Problem to solve – Copy each line of the data that has "Home" in it.

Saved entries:

################

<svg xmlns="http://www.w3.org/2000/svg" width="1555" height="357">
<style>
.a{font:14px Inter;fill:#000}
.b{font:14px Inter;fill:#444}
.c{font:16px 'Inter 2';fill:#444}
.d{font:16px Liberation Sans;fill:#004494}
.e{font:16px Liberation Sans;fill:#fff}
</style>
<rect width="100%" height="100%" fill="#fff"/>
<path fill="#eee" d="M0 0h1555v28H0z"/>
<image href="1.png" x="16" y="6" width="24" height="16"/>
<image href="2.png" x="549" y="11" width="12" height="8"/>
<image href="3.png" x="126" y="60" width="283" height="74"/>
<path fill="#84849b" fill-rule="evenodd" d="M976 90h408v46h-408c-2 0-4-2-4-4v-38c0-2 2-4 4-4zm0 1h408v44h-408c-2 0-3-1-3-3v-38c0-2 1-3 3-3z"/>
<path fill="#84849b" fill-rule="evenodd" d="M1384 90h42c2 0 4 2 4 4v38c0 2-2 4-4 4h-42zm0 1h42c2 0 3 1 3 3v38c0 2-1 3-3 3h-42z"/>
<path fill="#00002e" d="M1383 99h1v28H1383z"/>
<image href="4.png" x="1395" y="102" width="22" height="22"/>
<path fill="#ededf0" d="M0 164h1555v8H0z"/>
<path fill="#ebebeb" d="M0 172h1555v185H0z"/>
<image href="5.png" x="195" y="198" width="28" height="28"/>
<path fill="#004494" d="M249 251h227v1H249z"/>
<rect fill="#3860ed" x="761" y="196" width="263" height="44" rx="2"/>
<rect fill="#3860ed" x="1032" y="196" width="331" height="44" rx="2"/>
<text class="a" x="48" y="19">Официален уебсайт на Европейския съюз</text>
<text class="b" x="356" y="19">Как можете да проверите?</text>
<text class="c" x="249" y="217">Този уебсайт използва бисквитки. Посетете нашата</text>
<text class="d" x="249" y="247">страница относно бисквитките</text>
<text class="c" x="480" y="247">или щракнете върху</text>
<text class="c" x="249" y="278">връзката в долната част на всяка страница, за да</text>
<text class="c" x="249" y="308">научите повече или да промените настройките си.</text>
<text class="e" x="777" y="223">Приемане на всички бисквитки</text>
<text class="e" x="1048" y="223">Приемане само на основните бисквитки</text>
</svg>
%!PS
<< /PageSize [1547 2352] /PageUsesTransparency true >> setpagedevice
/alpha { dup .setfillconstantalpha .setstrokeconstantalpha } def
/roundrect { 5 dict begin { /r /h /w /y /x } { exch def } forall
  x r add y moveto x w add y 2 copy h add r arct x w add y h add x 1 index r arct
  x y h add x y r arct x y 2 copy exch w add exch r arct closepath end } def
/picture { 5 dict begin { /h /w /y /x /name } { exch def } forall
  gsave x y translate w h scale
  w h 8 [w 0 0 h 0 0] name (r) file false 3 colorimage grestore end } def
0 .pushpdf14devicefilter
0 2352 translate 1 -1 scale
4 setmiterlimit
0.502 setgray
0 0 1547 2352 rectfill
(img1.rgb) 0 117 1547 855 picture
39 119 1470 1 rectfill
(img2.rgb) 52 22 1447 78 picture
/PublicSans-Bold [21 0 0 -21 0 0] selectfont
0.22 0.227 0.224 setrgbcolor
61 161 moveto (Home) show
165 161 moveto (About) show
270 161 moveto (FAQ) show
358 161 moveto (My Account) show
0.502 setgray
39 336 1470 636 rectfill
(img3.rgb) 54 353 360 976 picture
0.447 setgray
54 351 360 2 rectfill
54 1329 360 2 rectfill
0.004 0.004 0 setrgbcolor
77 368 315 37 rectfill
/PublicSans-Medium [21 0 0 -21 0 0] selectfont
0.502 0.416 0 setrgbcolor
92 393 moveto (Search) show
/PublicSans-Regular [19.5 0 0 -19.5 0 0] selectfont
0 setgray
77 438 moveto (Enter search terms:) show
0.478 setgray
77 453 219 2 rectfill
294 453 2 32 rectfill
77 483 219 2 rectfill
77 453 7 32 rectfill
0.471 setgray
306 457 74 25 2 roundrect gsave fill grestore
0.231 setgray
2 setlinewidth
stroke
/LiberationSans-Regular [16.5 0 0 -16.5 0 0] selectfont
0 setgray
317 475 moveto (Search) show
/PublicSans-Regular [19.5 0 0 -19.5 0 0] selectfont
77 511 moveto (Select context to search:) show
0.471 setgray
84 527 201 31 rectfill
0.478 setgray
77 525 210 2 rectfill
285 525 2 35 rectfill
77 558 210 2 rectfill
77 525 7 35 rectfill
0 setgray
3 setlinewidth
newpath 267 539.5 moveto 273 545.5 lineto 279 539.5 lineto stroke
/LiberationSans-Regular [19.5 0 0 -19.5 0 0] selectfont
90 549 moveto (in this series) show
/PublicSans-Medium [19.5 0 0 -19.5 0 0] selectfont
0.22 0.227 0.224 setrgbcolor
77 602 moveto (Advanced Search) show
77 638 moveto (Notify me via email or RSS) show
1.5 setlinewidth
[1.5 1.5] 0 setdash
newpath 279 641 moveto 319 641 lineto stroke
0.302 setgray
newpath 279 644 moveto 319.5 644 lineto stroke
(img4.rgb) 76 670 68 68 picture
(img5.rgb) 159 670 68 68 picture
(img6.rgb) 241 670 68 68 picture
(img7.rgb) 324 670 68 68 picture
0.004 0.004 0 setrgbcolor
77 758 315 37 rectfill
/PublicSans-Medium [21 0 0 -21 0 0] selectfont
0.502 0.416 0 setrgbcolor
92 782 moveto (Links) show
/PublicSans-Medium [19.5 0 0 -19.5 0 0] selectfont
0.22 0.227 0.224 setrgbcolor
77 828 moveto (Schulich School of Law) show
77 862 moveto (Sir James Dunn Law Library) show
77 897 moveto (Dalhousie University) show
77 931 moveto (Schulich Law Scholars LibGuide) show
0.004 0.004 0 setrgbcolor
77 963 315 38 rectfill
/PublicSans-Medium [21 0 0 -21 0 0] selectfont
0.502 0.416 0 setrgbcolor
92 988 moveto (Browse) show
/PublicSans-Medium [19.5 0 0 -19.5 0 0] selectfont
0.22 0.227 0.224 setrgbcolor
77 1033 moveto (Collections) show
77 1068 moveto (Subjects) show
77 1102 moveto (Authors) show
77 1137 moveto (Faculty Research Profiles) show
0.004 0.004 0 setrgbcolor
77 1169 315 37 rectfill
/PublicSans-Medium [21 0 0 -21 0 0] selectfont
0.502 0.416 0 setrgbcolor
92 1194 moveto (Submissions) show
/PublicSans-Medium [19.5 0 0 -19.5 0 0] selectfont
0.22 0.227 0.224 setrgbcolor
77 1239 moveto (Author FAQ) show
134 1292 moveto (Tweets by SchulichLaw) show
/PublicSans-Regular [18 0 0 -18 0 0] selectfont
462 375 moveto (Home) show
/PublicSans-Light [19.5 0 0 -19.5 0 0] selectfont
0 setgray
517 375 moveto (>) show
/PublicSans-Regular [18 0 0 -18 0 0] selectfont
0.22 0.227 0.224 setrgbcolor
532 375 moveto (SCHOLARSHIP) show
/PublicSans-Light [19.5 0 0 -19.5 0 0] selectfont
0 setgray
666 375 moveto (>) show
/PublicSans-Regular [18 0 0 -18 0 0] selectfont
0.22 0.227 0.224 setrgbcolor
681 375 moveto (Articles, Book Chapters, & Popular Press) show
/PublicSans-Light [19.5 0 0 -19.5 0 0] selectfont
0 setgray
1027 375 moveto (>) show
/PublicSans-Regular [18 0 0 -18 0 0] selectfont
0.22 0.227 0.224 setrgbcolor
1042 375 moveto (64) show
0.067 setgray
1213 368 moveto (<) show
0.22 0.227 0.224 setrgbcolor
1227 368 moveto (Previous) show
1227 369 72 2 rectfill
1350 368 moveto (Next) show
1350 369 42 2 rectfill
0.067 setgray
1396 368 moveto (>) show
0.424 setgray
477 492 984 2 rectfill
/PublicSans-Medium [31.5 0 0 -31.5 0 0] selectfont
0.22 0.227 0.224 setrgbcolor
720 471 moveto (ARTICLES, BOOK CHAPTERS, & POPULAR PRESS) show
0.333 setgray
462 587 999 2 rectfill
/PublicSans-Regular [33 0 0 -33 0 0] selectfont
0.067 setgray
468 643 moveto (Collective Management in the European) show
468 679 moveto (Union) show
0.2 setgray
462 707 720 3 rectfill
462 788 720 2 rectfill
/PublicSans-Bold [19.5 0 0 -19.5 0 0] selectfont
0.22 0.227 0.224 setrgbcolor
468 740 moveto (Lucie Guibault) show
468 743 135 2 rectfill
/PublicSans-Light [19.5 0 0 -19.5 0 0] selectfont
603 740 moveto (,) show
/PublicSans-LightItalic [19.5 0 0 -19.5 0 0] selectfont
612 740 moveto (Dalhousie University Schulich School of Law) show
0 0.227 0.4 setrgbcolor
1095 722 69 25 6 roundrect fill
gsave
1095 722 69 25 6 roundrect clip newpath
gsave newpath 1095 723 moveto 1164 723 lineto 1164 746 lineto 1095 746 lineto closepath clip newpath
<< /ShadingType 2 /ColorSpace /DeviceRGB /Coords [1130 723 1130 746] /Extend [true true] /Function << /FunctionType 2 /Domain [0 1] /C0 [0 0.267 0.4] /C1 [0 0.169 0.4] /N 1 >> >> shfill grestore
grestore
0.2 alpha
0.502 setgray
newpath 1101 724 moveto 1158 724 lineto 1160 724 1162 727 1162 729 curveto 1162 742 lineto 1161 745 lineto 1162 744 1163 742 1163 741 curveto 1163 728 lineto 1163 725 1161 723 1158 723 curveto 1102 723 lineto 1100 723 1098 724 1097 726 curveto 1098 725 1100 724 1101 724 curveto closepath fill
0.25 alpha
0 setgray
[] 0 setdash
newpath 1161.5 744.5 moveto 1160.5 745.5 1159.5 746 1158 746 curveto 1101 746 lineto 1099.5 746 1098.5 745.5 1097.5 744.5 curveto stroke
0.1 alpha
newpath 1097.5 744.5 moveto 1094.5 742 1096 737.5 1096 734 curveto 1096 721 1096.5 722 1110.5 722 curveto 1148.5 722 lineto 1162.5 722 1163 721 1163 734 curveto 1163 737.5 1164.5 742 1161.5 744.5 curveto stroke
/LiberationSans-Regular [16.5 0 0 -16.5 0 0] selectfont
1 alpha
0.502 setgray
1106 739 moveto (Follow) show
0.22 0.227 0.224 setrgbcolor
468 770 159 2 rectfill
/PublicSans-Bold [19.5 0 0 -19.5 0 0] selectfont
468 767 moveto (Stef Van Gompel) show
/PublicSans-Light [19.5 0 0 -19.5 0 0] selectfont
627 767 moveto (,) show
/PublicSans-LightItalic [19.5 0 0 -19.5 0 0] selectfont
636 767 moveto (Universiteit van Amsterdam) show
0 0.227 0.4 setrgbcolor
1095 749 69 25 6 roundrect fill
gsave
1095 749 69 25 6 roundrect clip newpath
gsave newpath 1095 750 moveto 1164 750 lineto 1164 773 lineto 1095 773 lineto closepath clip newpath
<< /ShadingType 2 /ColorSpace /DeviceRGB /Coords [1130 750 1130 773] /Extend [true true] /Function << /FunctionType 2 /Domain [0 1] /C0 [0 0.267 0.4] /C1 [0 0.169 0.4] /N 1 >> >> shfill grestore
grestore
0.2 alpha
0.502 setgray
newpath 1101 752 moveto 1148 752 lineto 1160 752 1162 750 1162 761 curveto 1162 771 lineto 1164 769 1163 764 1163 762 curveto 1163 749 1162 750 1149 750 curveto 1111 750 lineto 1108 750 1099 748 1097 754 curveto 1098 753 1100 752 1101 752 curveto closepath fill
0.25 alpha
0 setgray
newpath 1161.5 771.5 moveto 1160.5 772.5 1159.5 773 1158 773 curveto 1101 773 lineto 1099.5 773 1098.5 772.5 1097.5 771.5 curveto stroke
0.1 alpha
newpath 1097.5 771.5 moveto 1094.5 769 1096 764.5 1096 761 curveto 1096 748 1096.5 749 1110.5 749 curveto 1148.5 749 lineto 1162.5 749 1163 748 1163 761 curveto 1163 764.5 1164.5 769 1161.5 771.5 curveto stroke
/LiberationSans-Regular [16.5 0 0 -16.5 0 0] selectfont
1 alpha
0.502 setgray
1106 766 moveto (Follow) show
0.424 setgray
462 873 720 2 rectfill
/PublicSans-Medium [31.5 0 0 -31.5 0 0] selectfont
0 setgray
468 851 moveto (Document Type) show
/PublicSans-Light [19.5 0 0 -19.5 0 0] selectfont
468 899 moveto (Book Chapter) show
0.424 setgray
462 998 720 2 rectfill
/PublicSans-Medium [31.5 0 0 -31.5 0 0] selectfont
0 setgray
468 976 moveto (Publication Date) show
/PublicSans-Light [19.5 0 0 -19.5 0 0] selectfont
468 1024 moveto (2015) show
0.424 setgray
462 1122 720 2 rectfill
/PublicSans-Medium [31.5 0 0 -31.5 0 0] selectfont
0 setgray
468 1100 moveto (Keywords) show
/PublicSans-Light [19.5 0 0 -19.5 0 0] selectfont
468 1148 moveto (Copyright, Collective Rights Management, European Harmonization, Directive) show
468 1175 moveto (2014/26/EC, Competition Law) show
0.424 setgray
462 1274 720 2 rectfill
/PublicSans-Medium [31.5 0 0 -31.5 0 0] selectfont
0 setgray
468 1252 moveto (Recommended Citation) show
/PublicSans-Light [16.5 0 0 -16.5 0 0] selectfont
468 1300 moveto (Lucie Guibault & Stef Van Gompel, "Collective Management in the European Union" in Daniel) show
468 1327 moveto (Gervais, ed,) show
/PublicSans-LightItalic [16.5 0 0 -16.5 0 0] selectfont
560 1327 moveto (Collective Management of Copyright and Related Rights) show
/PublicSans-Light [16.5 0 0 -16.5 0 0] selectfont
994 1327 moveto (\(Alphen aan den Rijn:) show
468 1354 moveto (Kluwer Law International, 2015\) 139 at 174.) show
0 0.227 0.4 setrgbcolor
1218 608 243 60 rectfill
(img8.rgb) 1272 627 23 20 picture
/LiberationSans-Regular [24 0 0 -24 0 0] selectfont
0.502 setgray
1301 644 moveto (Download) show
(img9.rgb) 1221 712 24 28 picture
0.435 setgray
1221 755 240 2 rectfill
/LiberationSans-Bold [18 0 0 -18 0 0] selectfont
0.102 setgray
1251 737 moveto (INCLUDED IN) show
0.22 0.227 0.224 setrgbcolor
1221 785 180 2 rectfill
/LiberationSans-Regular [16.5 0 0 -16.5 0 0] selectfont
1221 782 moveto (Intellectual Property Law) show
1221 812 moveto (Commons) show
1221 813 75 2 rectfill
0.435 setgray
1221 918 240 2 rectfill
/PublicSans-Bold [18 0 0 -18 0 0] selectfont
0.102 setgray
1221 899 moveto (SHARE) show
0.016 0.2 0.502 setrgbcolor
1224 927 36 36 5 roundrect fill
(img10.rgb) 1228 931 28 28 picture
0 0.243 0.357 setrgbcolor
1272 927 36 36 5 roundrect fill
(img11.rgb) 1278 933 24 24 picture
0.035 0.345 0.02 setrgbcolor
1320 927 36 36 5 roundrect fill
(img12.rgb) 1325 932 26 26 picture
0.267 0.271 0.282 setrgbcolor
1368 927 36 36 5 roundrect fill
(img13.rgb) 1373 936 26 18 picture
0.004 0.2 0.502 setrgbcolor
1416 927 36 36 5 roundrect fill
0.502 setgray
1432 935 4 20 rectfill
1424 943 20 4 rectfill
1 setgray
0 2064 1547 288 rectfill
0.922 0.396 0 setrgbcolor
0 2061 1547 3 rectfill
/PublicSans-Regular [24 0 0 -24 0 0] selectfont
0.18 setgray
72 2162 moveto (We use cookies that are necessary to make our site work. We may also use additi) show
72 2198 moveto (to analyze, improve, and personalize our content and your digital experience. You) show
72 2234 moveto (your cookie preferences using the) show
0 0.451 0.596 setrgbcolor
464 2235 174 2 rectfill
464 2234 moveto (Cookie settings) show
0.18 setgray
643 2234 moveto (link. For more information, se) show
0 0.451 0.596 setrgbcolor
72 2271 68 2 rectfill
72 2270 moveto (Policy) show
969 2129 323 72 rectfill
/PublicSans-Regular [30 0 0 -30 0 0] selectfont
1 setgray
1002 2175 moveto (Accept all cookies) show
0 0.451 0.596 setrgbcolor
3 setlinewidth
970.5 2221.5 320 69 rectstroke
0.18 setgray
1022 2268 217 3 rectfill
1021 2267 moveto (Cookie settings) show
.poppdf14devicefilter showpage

################

Result –
61 161 moveto (Home) show
462 375 moveto (Home) show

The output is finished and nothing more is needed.